Collected data:
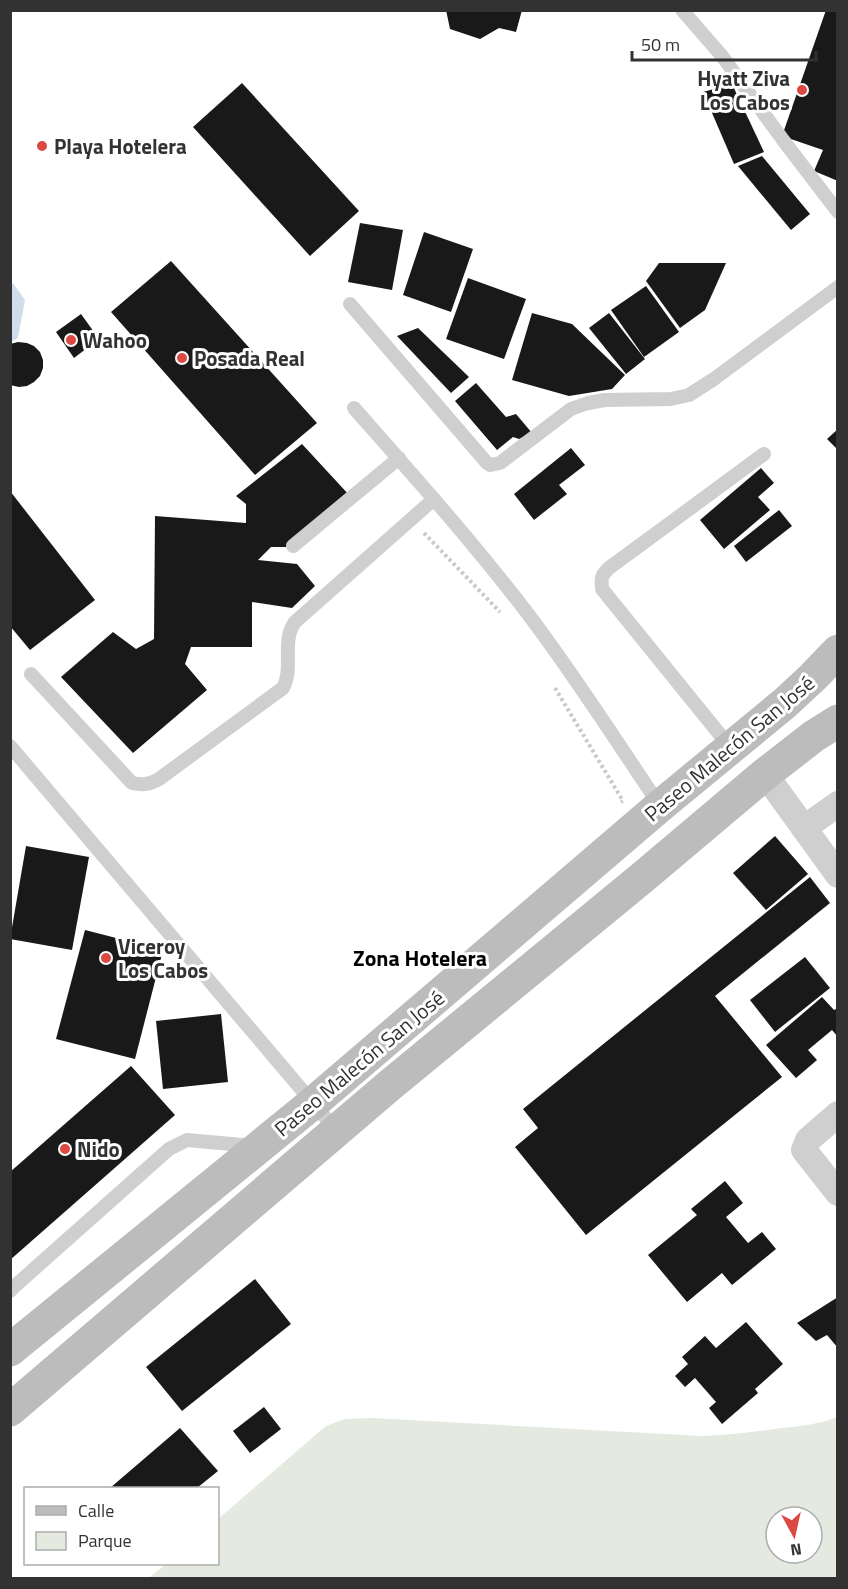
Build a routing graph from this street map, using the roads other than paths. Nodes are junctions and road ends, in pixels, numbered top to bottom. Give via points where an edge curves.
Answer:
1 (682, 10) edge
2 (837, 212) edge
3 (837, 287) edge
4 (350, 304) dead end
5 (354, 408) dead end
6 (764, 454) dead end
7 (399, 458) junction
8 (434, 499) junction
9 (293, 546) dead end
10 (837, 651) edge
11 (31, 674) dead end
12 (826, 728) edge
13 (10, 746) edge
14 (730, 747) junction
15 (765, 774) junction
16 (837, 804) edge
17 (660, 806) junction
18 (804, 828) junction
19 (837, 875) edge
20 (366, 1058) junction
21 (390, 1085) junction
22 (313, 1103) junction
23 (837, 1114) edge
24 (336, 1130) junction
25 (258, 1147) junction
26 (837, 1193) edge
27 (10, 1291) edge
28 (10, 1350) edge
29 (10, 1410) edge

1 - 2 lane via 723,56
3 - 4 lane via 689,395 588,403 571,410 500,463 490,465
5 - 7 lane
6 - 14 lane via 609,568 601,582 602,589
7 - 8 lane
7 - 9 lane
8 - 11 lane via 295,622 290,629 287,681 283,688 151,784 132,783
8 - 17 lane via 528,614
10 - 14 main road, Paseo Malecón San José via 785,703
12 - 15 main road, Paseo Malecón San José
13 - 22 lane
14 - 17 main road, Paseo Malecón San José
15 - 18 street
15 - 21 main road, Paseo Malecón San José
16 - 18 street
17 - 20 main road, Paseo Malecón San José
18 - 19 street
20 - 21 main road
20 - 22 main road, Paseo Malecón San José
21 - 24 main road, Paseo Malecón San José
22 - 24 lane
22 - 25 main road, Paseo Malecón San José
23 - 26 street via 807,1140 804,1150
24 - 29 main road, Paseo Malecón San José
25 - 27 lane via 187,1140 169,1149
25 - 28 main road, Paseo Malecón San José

---

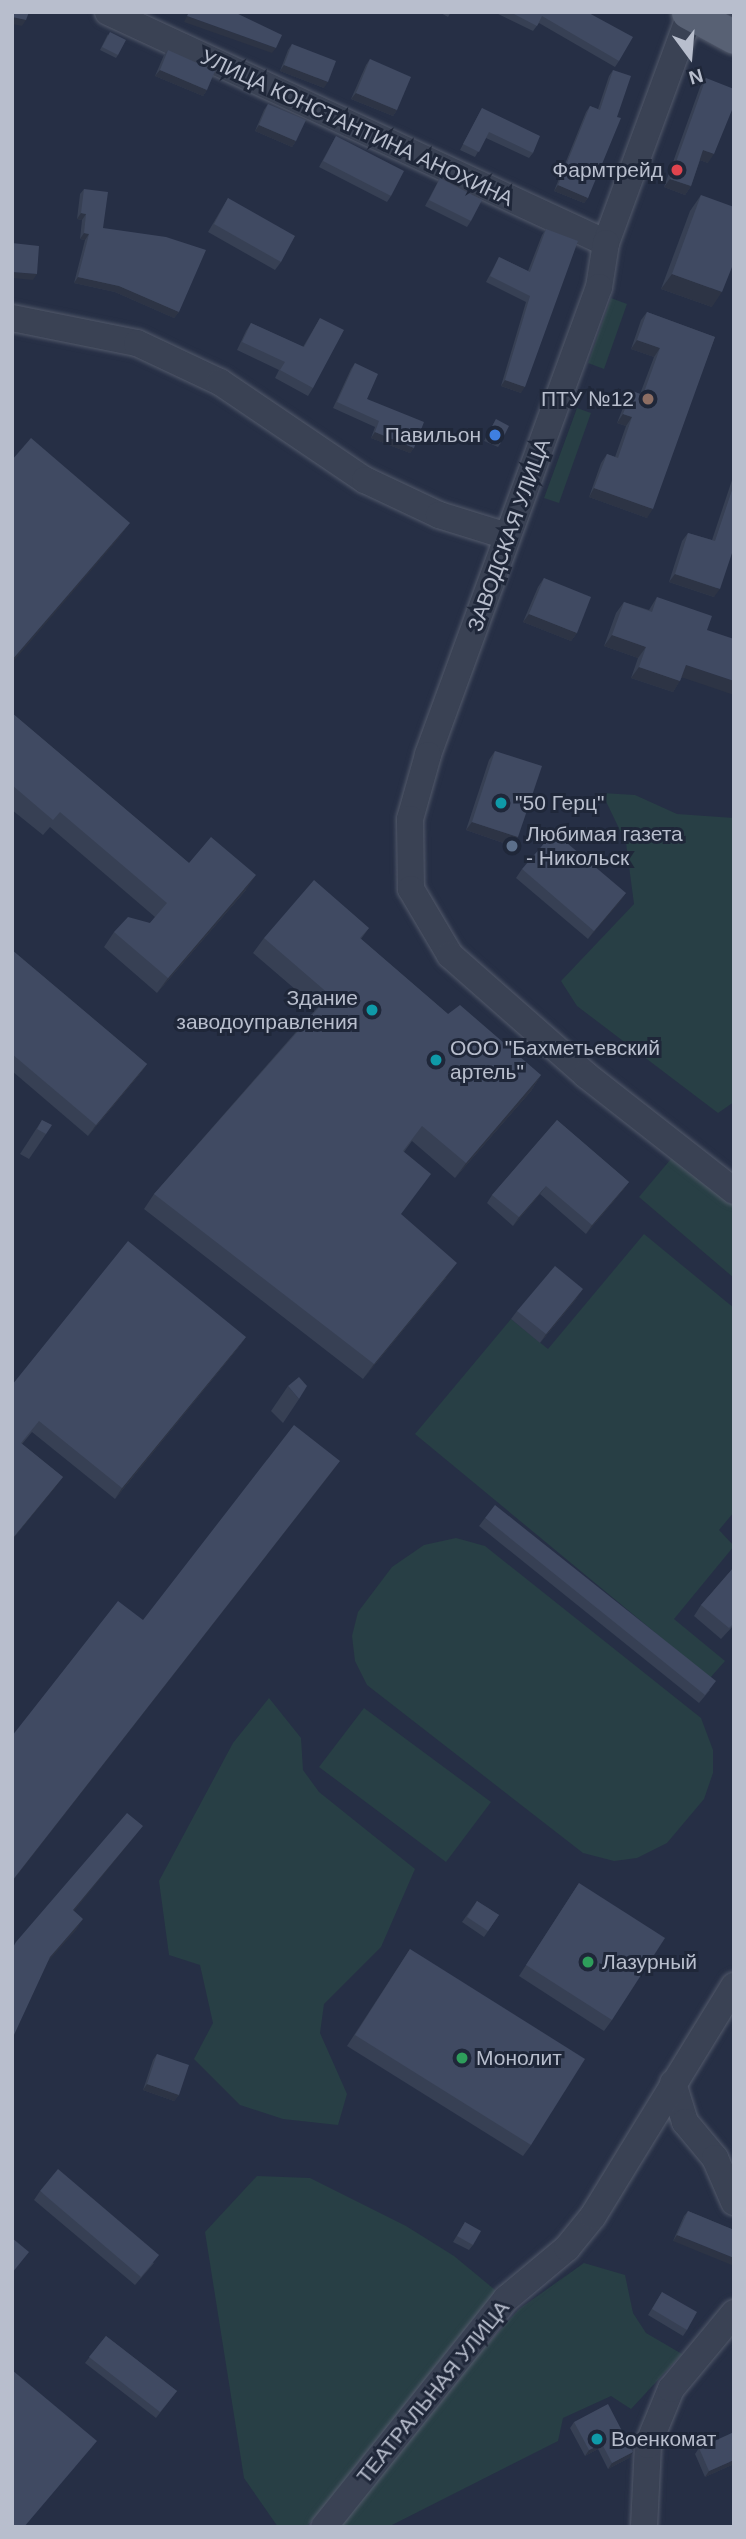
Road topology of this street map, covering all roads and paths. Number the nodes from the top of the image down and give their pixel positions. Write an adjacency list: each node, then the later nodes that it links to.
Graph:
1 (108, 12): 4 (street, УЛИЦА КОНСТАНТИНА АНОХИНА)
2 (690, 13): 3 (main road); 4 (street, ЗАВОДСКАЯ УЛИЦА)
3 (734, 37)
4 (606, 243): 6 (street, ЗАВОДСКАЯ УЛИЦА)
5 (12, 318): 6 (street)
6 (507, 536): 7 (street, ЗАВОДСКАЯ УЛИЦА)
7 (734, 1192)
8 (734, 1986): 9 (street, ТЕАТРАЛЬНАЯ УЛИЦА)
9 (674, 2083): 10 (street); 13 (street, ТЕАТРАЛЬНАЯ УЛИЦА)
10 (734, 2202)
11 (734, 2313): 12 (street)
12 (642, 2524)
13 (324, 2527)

_Description of the task_
What is the number of lines in the records above that include the word "roads"? Reply with that number and nothing more.

_Task solution_
2